• Dataset entries:
________________

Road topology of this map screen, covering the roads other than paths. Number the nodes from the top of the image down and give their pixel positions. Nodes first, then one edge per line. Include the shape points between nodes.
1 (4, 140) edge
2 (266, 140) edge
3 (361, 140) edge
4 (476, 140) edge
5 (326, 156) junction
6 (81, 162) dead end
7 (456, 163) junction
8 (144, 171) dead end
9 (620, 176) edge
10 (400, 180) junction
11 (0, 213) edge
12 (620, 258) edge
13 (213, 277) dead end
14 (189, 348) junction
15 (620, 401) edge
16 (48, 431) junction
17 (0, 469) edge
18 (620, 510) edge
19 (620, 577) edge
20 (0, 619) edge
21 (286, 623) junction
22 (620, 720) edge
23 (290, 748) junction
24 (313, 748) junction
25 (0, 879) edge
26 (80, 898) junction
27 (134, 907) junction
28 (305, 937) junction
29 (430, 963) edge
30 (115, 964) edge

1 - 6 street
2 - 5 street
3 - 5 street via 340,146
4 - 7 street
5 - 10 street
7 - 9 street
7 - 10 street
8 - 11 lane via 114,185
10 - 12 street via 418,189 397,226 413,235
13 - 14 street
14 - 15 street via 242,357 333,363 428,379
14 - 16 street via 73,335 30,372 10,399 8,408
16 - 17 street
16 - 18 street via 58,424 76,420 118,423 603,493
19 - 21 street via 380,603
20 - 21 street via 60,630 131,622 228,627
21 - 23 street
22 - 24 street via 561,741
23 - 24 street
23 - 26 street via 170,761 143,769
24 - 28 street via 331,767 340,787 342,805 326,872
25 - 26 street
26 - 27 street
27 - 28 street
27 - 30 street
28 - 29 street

________________

• TASK INSTRUCTIONS: Return each line from the records that includes the word "junction".

• TASK ANSWER:
5 (326, 156) junction
7 (456, 163) junction
10 (400, 180) junction
14 (189, 348) junction
16 (48, 431) junction
21 (286, 623) junction
23 (290, 748) junction
24 (313, 748) junction
26 (80, 898) junction
27 (134, 907) junction
28 (305, 937) junction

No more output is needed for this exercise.